Records contained in a dataset:
....................
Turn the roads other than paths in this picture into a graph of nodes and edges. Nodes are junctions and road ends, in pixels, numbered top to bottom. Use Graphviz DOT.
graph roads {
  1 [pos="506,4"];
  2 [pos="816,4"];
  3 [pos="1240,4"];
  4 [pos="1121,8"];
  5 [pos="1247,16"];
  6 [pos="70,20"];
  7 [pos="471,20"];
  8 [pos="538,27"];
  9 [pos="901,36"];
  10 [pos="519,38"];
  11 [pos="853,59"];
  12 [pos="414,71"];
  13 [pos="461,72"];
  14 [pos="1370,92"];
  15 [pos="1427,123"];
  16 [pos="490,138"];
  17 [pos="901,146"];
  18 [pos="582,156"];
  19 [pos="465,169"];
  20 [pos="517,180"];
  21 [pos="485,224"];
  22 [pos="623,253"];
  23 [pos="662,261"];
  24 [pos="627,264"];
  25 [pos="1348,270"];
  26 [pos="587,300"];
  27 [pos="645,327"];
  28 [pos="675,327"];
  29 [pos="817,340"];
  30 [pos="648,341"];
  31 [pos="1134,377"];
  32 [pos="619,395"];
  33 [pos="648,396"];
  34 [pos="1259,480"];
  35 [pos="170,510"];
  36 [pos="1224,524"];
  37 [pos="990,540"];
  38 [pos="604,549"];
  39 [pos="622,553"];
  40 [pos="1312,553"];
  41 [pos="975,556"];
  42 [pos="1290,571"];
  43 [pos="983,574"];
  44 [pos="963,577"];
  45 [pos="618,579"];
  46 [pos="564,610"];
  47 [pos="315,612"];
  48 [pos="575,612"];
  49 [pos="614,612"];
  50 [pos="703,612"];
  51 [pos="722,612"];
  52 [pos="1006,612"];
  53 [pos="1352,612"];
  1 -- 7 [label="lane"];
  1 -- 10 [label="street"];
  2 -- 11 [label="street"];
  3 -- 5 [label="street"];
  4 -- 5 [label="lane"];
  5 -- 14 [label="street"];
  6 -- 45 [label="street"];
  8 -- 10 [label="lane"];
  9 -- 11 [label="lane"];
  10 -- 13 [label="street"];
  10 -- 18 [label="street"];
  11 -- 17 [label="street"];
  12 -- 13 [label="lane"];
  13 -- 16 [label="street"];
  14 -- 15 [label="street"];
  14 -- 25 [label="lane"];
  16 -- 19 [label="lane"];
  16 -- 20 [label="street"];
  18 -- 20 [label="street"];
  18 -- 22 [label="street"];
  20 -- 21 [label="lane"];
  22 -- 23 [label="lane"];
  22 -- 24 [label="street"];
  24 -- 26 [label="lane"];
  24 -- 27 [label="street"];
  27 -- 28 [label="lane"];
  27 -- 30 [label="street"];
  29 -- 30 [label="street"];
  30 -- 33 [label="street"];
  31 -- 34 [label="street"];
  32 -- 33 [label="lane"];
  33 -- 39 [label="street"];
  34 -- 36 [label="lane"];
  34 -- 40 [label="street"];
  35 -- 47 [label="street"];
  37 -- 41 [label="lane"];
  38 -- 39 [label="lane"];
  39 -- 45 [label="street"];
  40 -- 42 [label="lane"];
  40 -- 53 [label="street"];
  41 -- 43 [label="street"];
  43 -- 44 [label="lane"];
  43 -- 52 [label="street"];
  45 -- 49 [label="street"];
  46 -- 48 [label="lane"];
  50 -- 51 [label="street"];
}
....................
Output all of the data exactly as given.

Turn the roads other than paths in this picture into a graph of nodes and edges. Nodes are junctions and road ends, in pixels, numbered top to bottom. Use Graphviz DOT.
graph roads {
  1 [pos="506,4"];
  2 [pos="816,4"];
  3 [pos="1240,4"];
  4 [pos="1121,8"];
  5 [pos="1247,16"];
  6 [pos="70,20"];
  7 [pos="471,20"];
  8 [pos="538,27"];
  9 [pos="901,36"];
  10 [pos="519,38"];
  11 [pos="853,59"];
  12 [pos="414,71"];
  13 [pos="461,72"];
  14 [pos="1370,92"];
  15 [pos="1427,123"];
  16 [pos="490,138"];
  17 [pos="901,146"];
  18 [pos="582,156"];
  19 [pos="465,169"];
  20 [pos="517,180"];
  21 [pos="485,224"];
  22 [pos="623,253"];
  23 [pos="662,261"];
  24 [pos="627,264"];
  25 [pos="1348,270"];
  26 [pos="587,300"];
  27 [pos="645,327"];
  28 [pos="675,327"];
  29 [pos="817,340"];
  30 [pos="648,341"];
  31 [pos="1134,377"];
  32 [pos="619,395"];
  33 [pos="648,396"];
  34 [pos="1259,480"];
  35 [pos="170,510"];
  36 [pos="1224,524"];
  37 [pos="990,540"];
  38 [pos="604,549"];
  39 [pos="622,553"];
  40 [pos="1312,553"];
  41 [pos="975,556"];
  42 [pos="1290,571"];
  43 [pos="983,574"];
  44 [pos="963,577"];
  45 [pos="618,579"];
  46 [pos="564,610"];
  47 [pos="315,612"];
  48 [pos="575,612"];
  49 [pos="614,612"];
  50 [pos="703,612"];
  51 [pos="722,612"];
  52 [pos="1006,612"];
  53 [pos="1352,612"];
  1 -- 7 [label="lane"];
  1 -- 10 [label="street"];
  2 -- 11 [label="street"];
  3 -- 5 [label="street"];
  4 -- 5 [label="lane"];
  5 -- 14 [label="street"];
  6 -- 45 [label="street"];
  8 -- 10 [label="lane"];
  9 -- 11 [label="lane"];
  10 -- 13 [label="street"];
  10 -- 18 [label="street"];
  11 -- 17 [label="street"];
  12 -- 13 [label="lane"];
  13 -- 16 [label="street"];
  14 -- 15 [label="street"];
  14 -- 25 [label="lane"];
  16 -- 19 [label="lane"];
  16 -- 20 [label="street"];
  18 -- 20 [label="street"];
  18 -- 22 [label="street"];
  20 -- 21 [label="lane"];
  22 -- 23 [label="lane"];
  22 -- 24 [label="street"];
  24 -- 26 [label="lane"];
  24 -- 27 [label="street"];
  27 -- 28 [label="lane"];
  27 -- 30 [label="street"];
  29 -- 30 [label="street"];
  30 -- 33 [label="street"];
  31 -- 34 [label="street"];
  32 -- 33 [label="lane"];
  33 -- 39 [label="street"];
  34 -- 36 [label="lane"];
  34 -- 40 [label="street"];
  35 -- 47 [label="street"];
  37 -- 41 [label="lane"];
  38 -- 39 [label="lane"];
  39 -- 45 [label="street"];
  40 -- 42 [label="lane"];
  40 -- 53 [label="street"];
  41 -- 43 [label="street"];
  43 -- 44 [label="lane"];
  43 -- 52 [label="street"];
  45 -- 49 [label="street"];
  46 -- 48 [label="lane"];
  50 -- 51 [label="street"];
}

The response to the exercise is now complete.